It's taken nearly 21 years, but Toughman Contest promoter Jerry Thomas now sees it all worth while.
From its humble beginnings in 1979, to an event which now regularly draws more than 5,000 spectators, the Toughman Contest is on the rise and Thomas believes the trend will continue.
For the fourth consecutive year, the event, held at the Nathan Goff Armory, was a sellout. A record 76 fighters participated, giving fans 65 bouts during the two-day event and nearly $5,000 in prize money was awarded. Thomas said even more fighters were denied entry because of the turnout.
"Everything went great," Thomas said. "We had a great crowd, and they got to see some great fights. We actually had to turn people away at the door and there was a lot of standing room only inside."
Instead of the true novices who experienced their first boxing at the Toughman, crowds are now entertained by more dedicated, experienced boxers. Thomas said the increased popularity in the event and the sport in general is in no small part due to the increased popularity in the Toughman Contest as a national event.

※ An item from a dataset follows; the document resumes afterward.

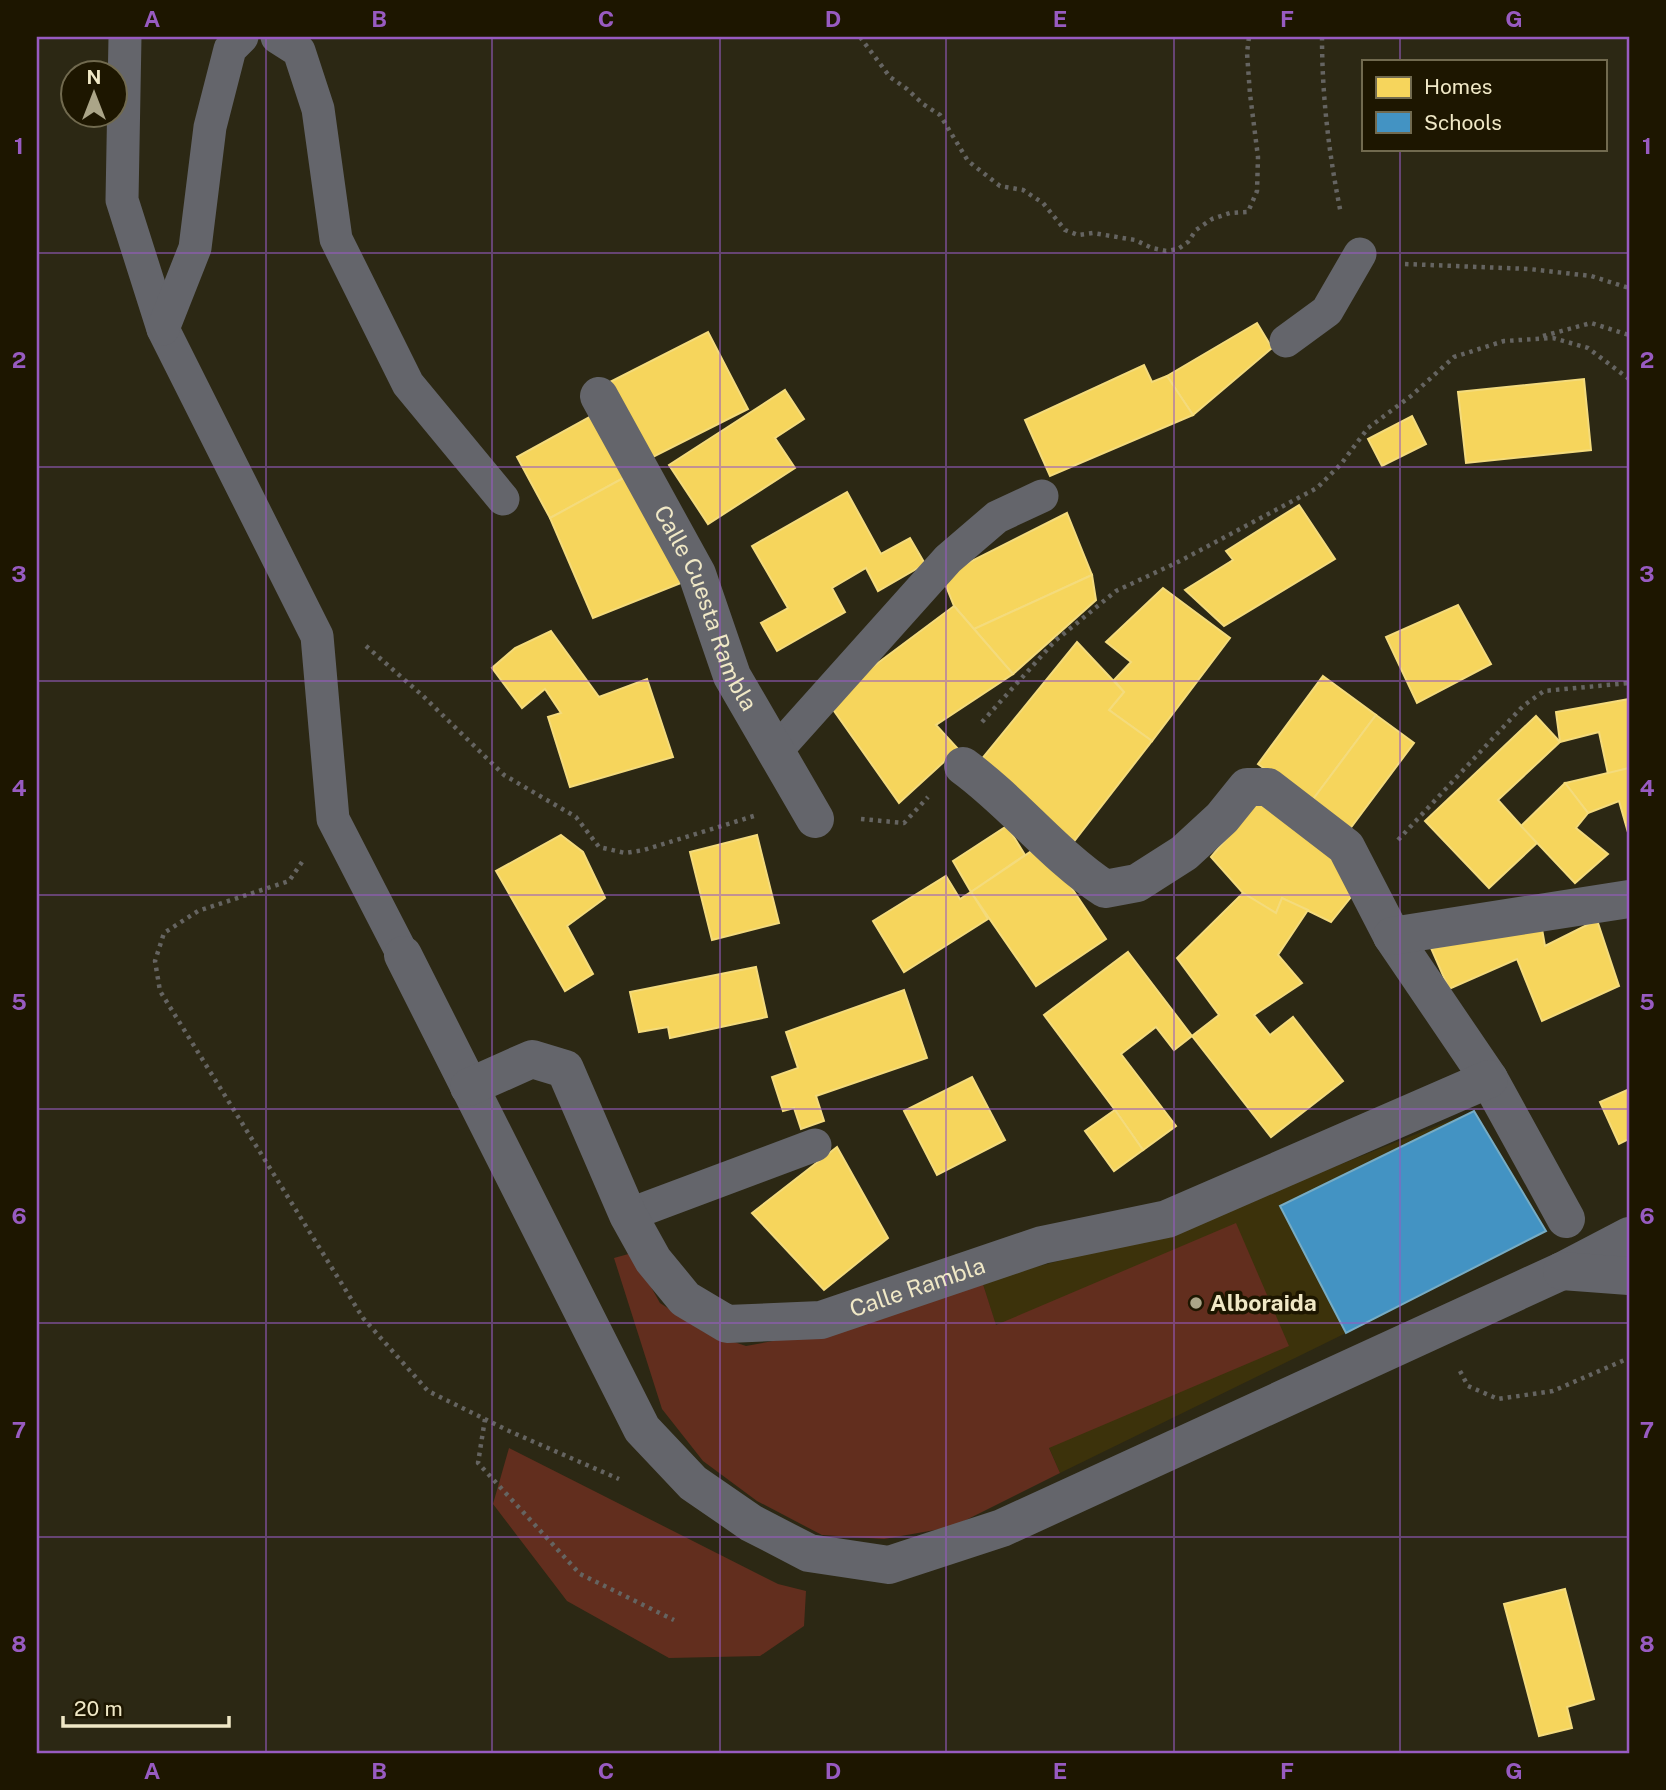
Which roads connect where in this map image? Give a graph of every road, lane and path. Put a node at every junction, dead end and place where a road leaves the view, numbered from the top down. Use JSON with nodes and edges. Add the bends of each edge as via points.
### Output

FX, a Fox Network affiliate, carries a 30-minute show every Friday night highlighting Toughman Contests and other amateur and professional events around the country. Each year, more and more prize money is offered. All of this, Thomas said, has led to more experienced, better conditioned athletes in the ring.
"I could tell just from the first few fights on the first night that there were better fighters this year," Thomas said. "There were a lot of guys who spent months in the gym working out and training for this event.
"I had one guy who trained extremely hard for over two months and five days before the event, got bruised ribs and couldn't box. He went to physical therapy for it, and it wasn't until a few hours before the fight did he call me and tell me he couldn't go."
The four champions from this past weekends events have the opportunity to advance to the National Championship in Detroit. There, boxers have the chance to compete for over $142,000 in prize money.
"The way it works, the winners of this competition can go to a Box Off which will take place sometime in early 2001," Thomas said.
"The winners of over 100 regional events like this one in Canada and the U.S. will be there. From that, they can advance to Detroit."
This year, West Milford's Clermont Gilbert, 27, won his second heavyweight title, defeating Morgantown's Gary Warman by decision. Gilbert also won the 1998 title.
In the light heavyweight division, Grafton's Tim Carr, 19, also won by decision over Kevin McClain of Shinnston.
Both of the women's titles also were decided by the judges.
Parkersburg's Jennifer Leister, 18, defeated Clarksburg's Kim Cody for the light heavyweight title, while Debbie Shaffer, 40, of Newburg, won the heavyweight title over Salem's Buckie McIntyre.
In the professional bout, former two-time Toughman Contest champion and Bridgeport native Darren "Bam Bam" Abraham knocked out Beckley's Tucker Lambert at the 2:20 mark of the second round to win the vacant West Virginia State Super Middleweight title.
Abraham won the Toughman in 1995 and 1997 and was runner-up in 1996.
Even if none of the four champions decide to advance to the Box Off -- Thomas said just over half do -- there are still plenty of options left for the fighters. Many past champions have turned professional, while others become trainers.
One former champion, Tim Wheeler of Shinnston, is now a nationally certified referee.
All of this gives Thomas reason to believe next year's Toughman Contest will be as big, if not bigger than this year's version.
"It's growing, there's no doubt about it," he said. "I really think when the founders of this sat down are thought this up, this is what they envisioned it would someday be like."